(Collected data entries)
......

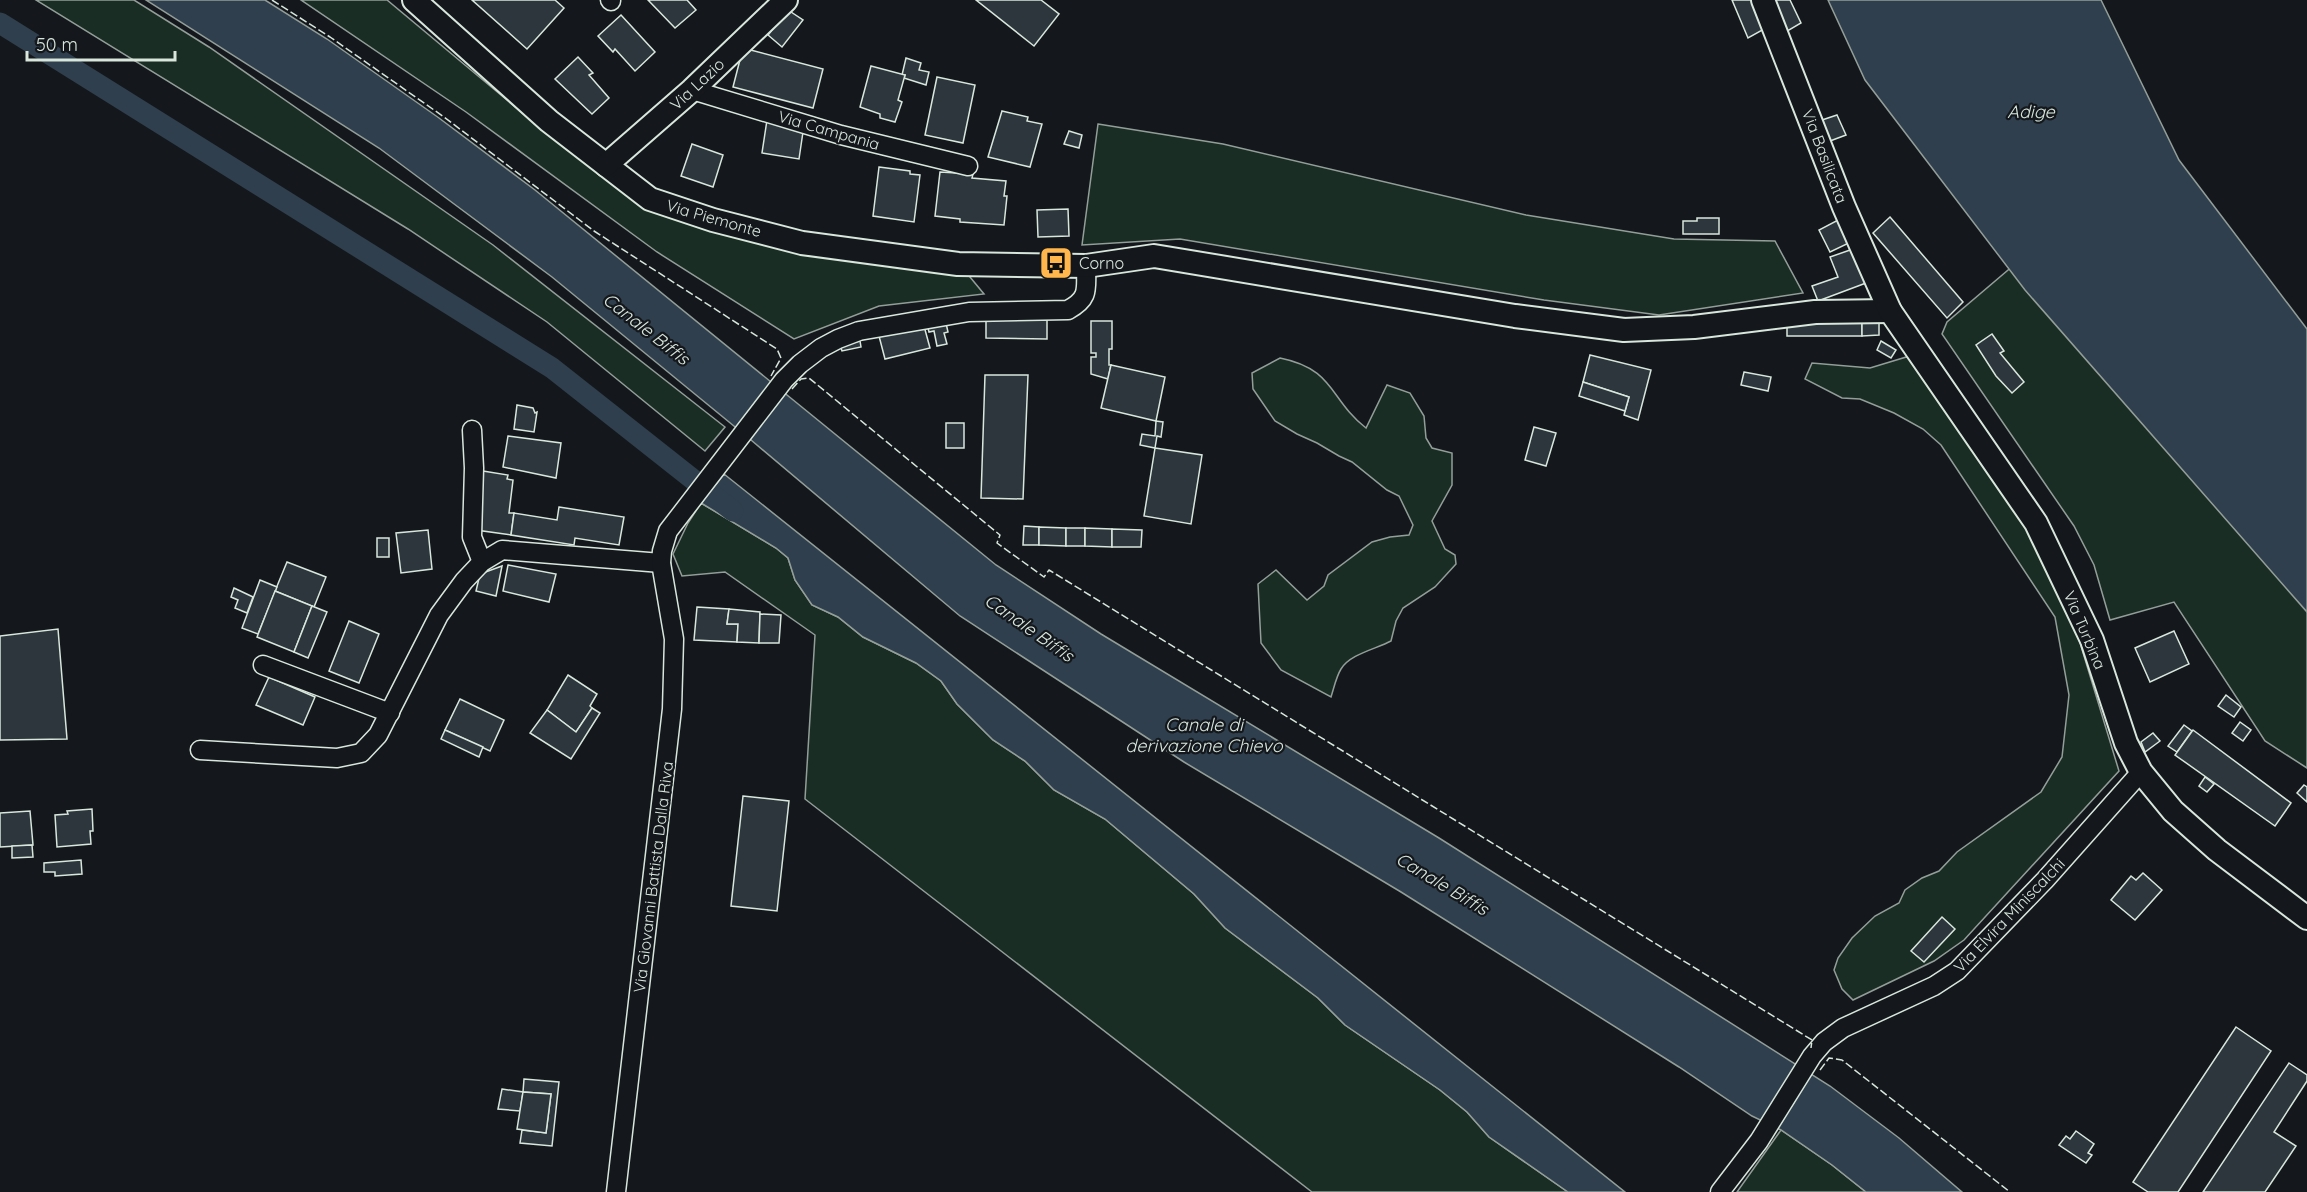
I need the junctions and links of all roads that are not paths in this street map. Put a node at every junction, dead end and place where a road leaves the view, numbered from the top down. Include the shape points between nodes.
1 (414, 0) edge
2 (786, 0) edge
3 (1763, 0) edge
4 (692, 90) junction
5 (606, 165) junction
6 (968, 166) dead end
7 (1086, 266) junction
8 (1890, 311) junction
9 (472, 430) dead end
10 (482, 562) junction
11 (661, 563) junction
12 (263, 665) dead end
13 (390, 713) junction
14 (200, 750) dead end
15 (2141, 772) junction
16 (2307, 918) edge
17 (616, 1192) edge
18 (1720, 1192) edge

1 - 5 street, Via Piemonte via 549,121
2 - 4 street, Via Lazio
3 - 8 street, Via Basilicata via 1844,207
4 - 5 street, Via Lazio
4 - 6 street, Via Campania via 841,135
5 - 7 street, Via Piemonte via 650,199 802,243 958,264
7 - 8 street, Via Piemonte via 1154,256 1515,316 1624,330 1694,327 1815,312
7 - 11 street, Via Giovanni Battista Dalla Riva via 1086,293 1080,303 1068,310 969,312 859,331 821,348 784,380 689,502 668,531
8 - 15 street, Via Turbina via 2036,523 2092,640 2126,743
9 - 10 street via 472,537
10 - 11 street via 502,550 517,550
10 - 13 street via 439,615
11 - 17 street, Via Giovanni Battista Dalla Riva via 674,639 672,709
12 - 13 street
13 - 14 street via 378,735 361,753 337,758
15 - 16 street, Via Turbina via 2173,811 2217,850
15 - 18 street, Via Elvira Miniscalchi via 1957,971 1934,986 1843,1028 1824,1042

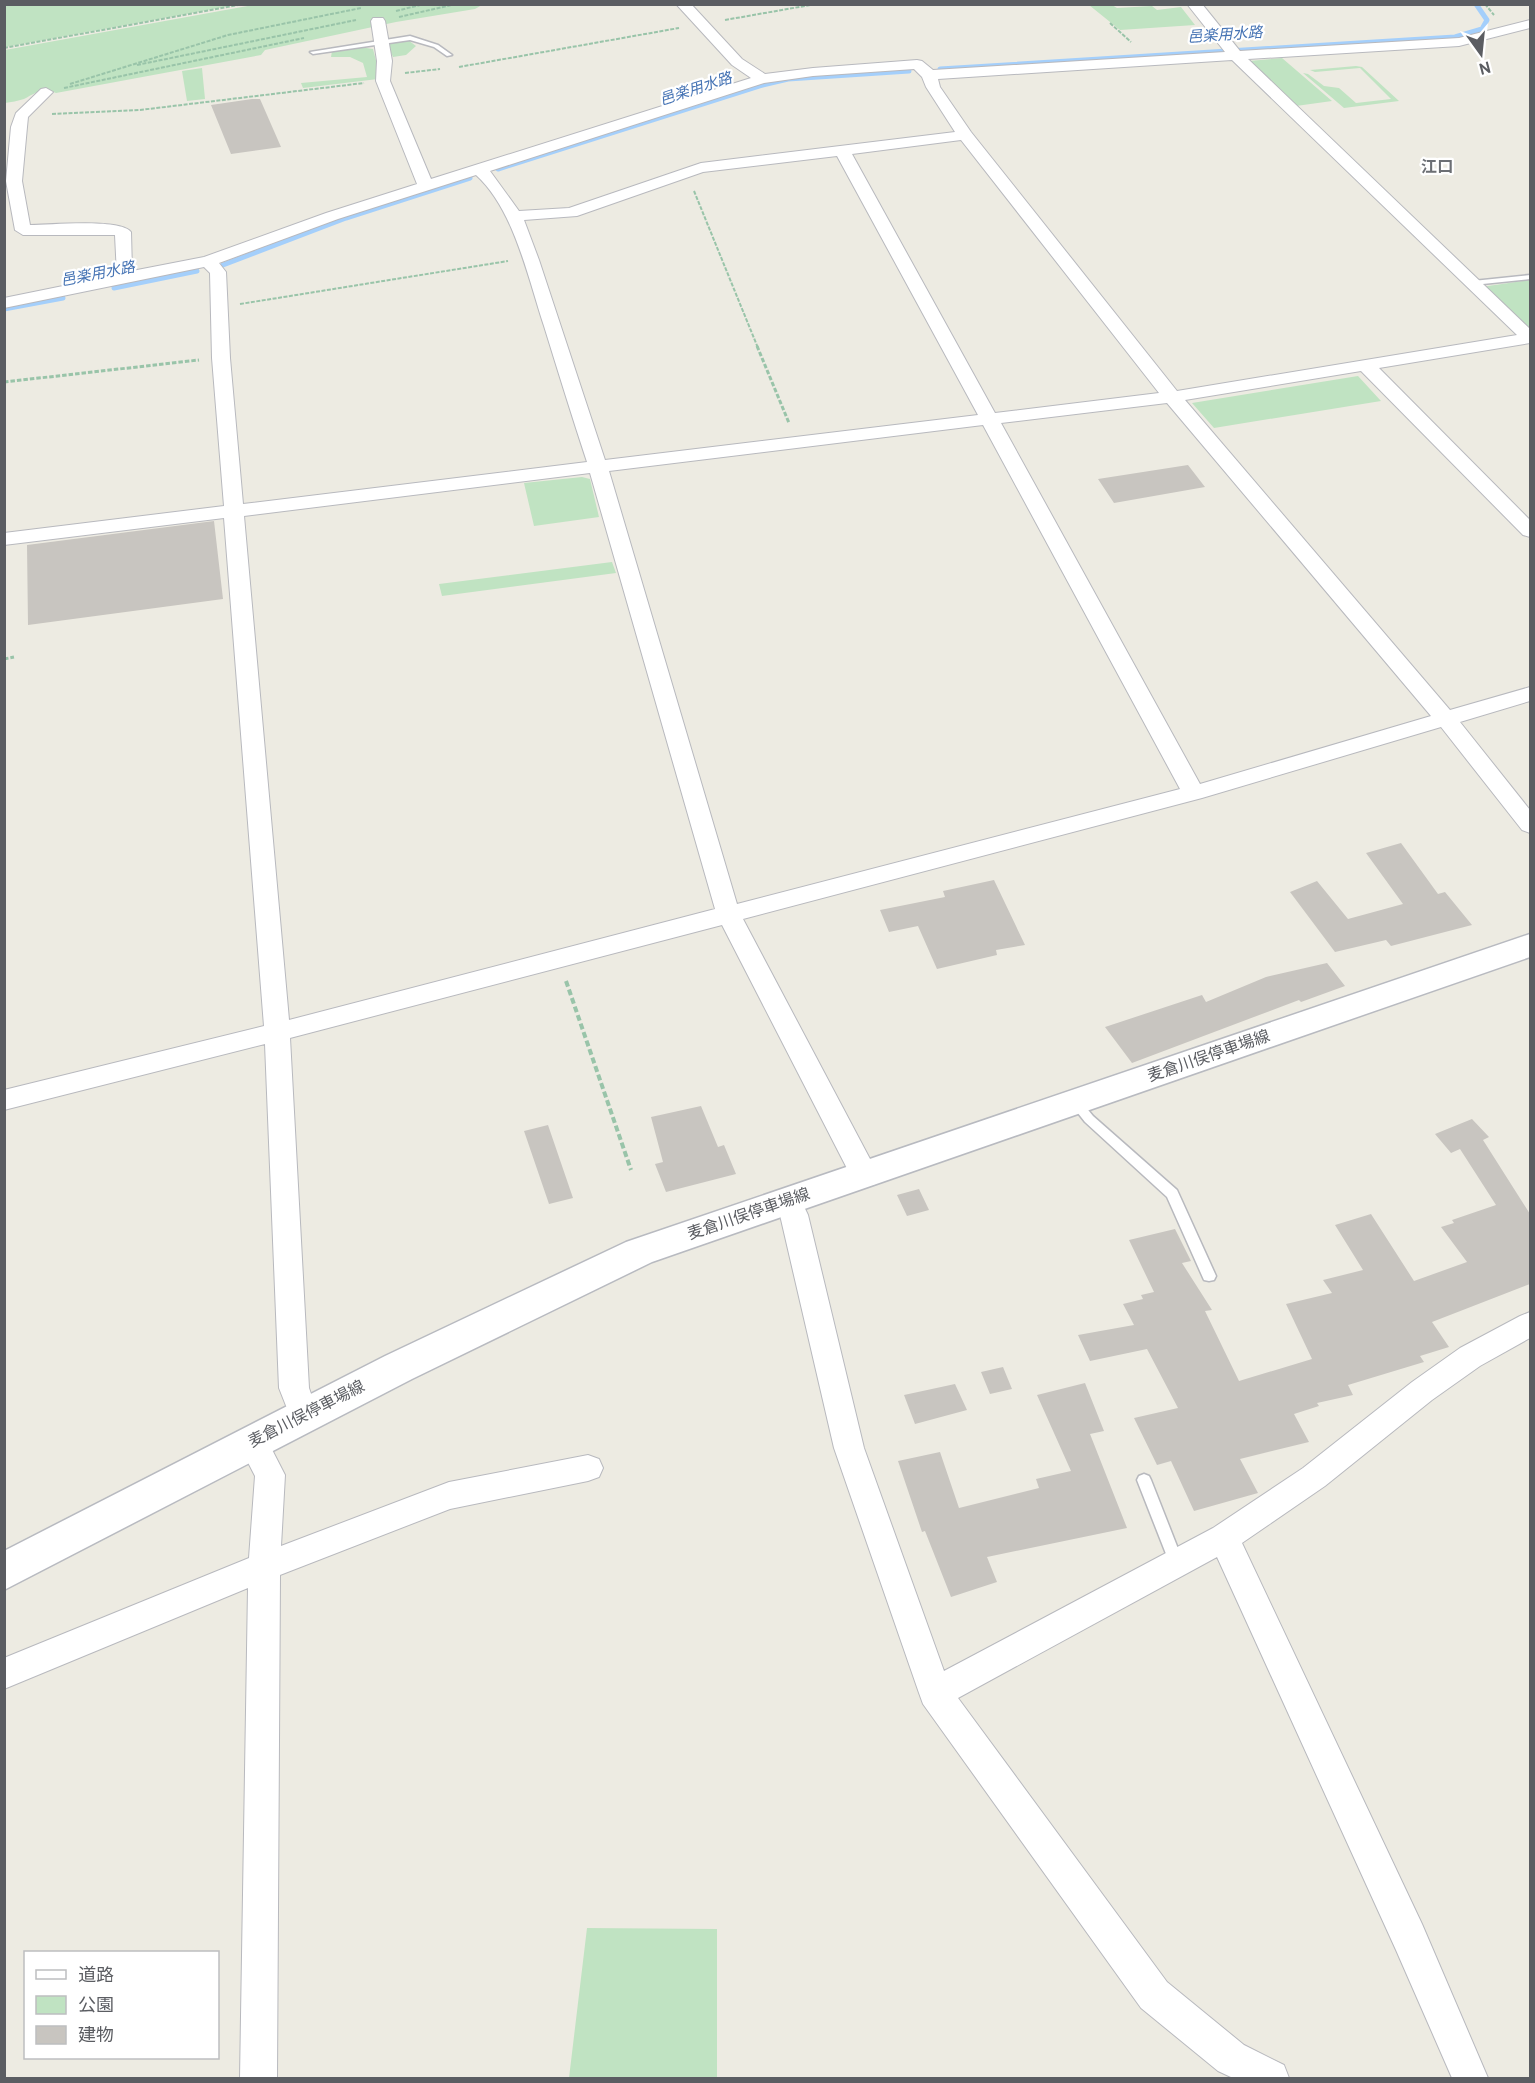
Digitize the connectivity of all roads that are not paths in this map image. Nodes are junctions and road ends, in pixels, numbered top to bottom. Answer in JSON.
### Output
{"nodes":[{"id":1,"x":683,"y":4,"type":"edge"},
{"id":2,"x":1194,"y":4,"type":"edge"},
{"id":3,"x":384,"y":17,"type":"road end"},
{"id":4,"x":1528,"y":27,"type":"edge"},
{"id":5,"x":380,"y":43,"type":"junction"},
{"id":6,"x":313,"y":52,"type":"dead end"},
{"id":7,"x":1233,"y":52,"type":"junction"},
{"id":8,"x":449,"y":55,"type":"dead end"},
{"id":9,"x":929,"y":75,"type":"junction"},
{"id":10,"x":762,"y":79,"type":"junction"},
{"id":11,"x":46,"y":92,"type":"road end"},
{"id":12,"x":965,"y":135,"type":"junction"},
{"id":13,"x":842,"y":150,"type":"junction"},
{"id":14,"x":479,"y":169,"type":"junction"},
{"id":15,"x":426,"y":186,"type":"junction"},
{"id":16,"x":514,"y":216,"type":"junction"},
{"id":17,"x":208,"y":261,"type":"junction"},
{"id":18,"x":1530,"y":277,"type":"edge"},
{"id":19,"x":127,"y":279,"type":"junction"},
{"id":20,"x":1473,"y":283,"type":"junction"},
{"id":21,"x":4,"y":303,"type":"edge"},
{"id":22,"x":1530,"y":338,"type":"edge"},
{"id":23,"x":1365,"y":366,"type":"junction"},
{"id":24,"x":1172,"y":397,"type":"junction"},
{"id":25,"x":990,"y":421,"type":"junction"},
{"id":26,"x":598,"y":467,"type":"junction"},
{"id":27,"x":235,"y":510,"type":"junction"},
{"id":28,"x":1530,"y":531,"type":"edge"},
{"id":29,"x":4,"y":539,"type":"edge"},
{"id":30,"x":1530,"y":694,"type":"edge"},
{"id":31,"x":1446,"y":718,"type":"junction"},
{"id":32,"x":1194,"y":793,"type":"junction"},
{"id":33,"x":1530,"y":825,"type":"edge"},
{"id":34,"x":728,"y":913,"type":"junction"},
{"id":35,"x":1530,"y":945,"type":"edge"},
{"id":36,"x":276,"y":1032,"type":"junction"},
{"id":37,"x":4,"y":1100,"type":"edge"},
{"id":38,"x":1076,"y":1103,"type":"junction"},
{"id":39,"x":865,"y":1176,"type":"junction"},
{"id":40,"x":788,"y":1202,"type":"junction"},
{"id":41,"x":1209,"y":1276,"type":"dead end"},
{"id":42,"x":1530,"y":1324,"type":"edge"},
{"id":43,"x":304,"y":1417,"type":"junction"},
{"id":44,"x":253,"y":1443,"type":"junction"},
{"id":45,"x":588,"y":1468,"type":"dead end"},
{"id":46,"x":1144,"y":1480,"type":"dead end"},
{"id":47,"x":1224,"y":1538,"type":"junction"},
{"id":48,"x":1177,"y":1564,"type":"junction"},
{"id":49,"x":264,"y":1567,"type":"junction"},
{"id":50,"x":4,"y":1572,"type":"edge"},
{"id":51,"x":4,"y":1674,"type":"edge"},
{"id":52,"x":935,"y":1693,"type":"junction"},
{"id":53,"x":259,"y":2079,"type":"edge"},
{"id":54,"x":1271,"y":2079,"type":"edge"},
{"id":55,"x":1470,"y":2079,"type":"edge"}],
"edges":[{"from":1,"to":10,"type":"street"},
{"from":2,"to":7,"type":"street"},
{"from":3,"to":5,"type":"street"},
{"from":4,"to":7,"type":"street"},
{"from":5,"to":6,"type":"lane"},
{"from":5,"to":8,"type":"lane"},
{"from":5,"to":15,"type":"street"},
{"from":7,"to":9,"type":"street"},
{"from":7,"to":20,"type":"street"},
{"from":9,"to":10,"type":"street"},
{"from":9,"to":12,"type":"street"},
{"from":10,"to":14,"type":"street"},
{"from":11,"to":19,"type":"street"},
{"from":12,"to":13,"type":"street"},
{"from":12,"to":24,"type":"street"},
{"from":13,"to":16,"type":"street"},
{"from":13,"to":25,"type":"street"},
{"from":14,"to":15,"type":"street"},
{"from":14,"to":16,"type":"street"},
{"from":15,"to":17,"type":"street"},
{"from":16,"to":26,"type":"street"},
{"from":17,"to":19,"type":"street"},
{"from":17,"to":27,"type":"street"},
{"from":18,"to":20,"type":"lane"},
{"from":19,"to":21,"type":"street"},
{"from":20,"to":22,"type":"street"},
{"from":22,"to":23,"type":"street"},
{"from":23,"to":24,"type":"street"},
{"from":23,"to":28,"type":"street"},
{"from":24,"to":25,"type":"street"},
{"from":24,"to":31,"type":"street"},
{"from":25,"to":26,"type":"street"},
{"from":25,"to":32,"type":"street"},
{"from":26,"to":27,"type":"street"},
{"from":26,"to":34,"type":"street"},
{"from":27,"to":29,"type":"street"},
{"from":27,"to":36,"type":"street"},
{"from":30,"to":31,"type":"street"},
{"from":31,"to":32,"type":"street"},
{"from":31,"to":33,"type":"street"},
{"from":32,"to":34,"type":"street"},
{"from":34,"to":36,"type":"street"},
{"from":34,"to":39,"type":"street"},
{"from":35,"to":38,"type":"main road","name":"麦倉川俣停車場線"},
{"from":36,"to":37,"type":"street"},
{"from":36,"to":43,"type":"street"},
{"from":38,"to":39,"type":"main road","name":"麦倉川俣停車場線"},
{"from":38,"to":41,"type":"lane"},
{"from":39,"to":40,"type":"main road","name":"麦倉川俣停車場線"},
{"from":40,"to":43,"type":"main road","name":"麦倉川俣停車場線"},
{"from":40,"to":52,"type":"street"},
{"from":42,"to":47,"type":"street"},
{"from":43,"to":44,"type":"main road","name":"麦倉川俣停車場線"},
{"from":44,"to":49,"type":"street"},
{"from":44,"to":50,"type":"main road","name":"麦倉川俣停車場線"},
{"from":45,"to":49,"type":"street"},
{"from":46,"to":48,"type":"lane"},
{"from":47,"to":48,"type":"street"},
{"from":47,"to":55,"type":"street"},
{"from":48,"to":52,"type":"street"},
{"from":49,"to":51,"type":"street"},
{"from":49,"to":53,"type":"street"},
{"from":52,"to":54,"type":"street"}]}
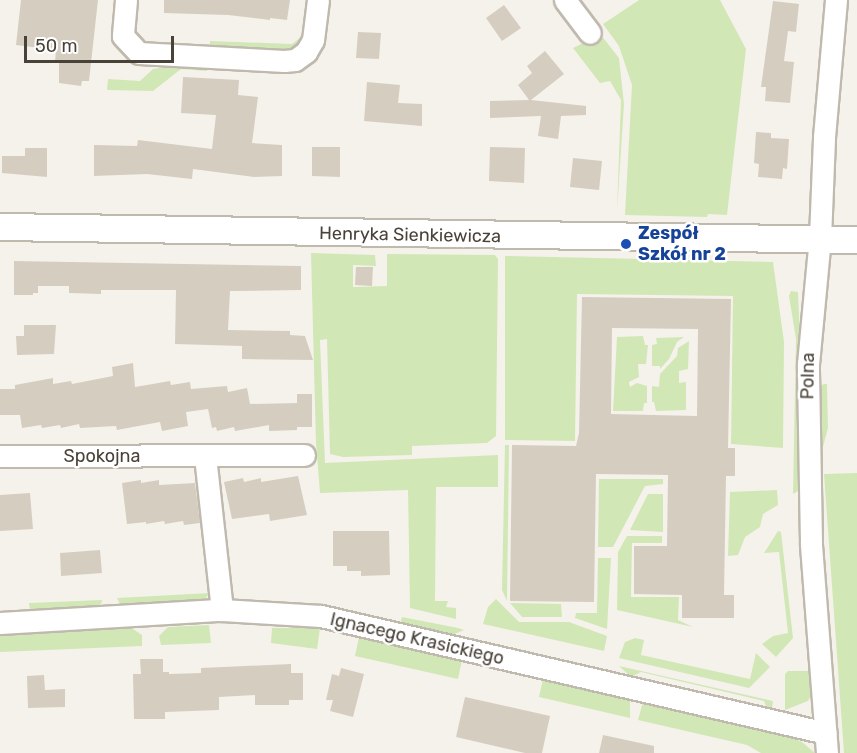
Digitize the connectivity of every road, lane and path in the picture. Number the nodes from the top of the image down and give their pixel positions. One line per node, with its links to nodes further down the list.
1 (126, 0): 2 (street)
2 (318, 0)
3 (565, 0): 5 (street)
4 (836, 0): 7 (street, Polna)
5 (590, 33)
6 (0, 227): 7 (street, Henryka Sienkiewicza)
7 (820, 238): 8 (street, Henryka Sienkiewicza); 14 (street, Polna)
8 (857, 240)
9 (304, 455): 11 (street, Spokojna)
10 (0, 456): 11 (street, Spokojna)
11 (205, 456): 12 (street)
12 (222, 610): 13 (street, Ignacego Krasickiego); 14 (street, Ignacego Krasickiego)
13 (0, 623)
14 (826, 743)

......

**Goal of the exercise:** Search the data above for the word "links", then gather each line in which it appears.

**Task response:**
I need the junctions and links of all roads that are not paths in this street map. Put a node at every junction, dead end and place where a road leaves the view, numbered from the top down. Include the shape points between nodes.
Digitize the connectivity of every road, lane and path in the picture. Number the nodes from the top of the image down and give their pixel positions. One line per node, with its links to nodes further down the list.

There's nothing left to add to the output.